CHICAGO TRIBUNE, November 26, 2000

Why did the U.S. Environmental Protection Agency offer any approval at all for StarLink corn if it thought the genetically engineered corn might trigger allergies? The potential for the corn to leak into human consumption was too great. It was a regulatory bungle.

Aventis CorpScience should never have accepted feed-only approval for StarLink, given the highly charged atmosphere surrounding biotech crops.

But the regulatory responsibility rests with EPA. Now, the public is reading headlines about the nation's food supply being "contaminated." Taco Bell recalled its taco shells, and dozens of other corn products may contain traces of the unapproved DNA.

Biotech's opponents gleefully claim this as conclusive proof that genetically modified foods should never be let out of the laboratory.

I can't say the feed-only approval was a deliberate trap for the biotech companies, but neither do I believe the EPA is truly objective on biotechnology in agriculture.
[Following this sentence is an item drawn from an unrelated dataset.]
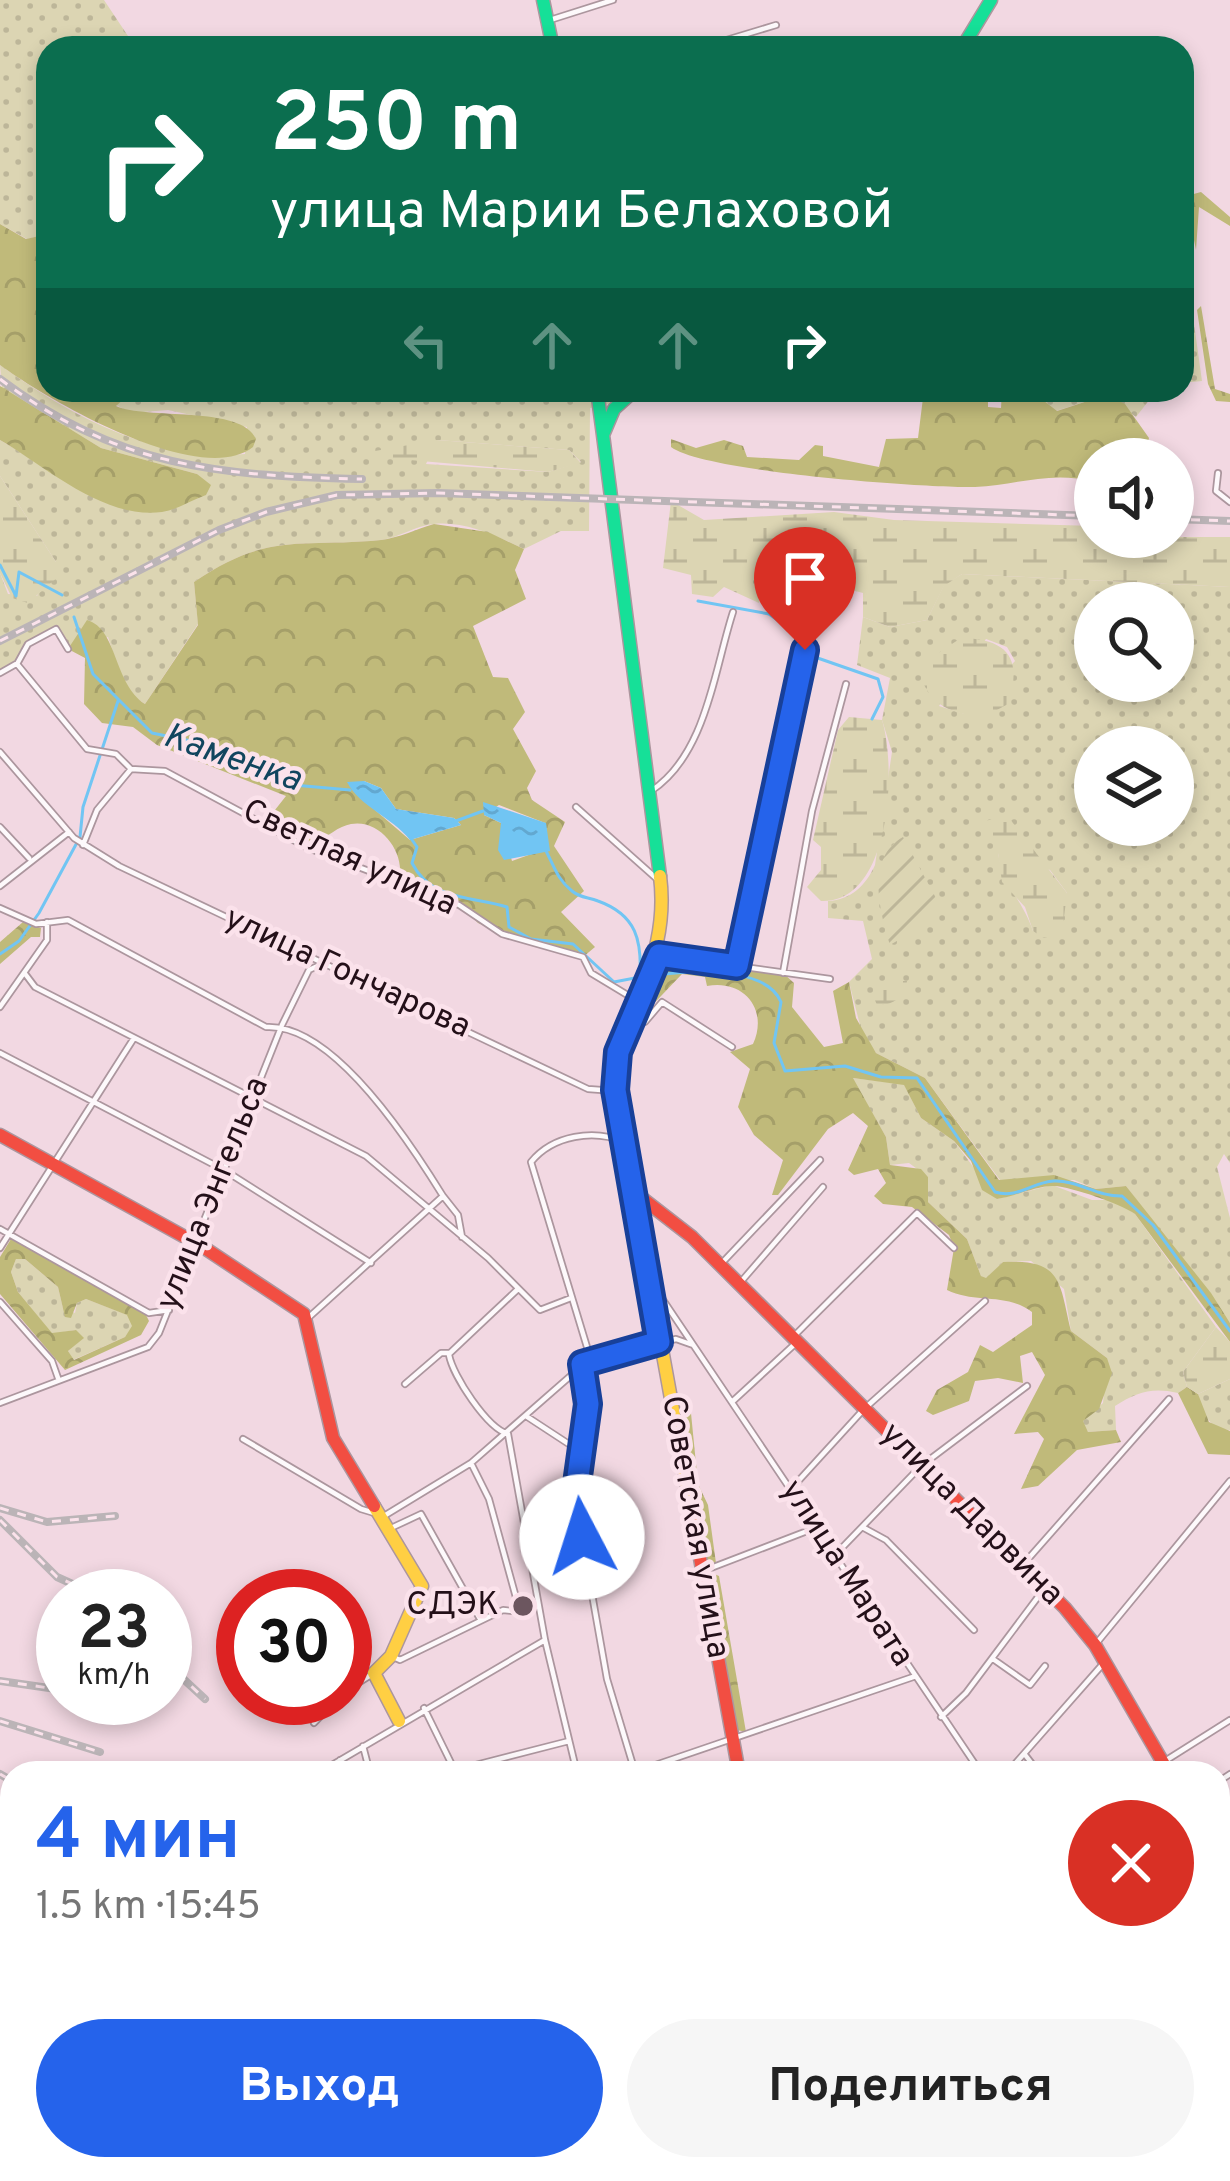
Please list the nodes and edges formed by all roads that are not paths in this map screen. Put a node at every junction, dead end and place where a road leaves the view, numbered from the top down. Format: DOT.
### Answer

Too much of EPA's leadership has an "organic mindset." They are too tightly focused on returning the world to some idealized natural state.

They're ignoring the urgent likelihood that a non-biotech world will clear 10 million square miles of forest to grow low-yield crops for a peak population of 8.5 billion affluent people in 2050.

Nobody has gotten an allergic reaction from the corn. The evidence says convincingly that no one will.

Independent laboratories have found nothing to confirm the EPA's original suggestion that StarLink corn might be allergenic. But the EPA's blunder has helped poison the well for biotech crops, one of the key strategies for preserving wildlands in the 21st Century. Isn't the EPA supposed to worry about wildlands?

Consider the reality of the charges against the Cry9c protein, the protein added to the Starlink corn. Most allergenic food proteins are present at fairly high levels--1 percent to 40 percent of the total protein in the allergenic food.

The Cry9C protein makes up little more than one-tenth of 1 percent (0.013 percent) of the StarLink proteins. A single serving of peanut butter doses the consumer with 1.3 grams of peanut allergen. That's more than 50,000 times the Cry9C protein even the most ardent taco lover would ingest in a year!

Spreading fear about biotech foods is directly contrary to the EPA's major responsibility – protecting the environment.

What about biotech escapes into nature? Let's make all the biotech crops sterile. So what if farmers have to buy seeds every year? Most of them already do, even in the Third World.

Hybrid seeds don't breed true, but their yields are so high that farmers eagerly plunk down cash to get them. Besides, there are competing seed companies to buy from.

EPA's StarLink bungle has materially damaged the potential for biotechnology to help raise crop yields (and save the environment) in the next 40 years.

Dennis T. Avery is based in Churchville, VA, and is director of the Hudson Institute's Center for Global Food Issues.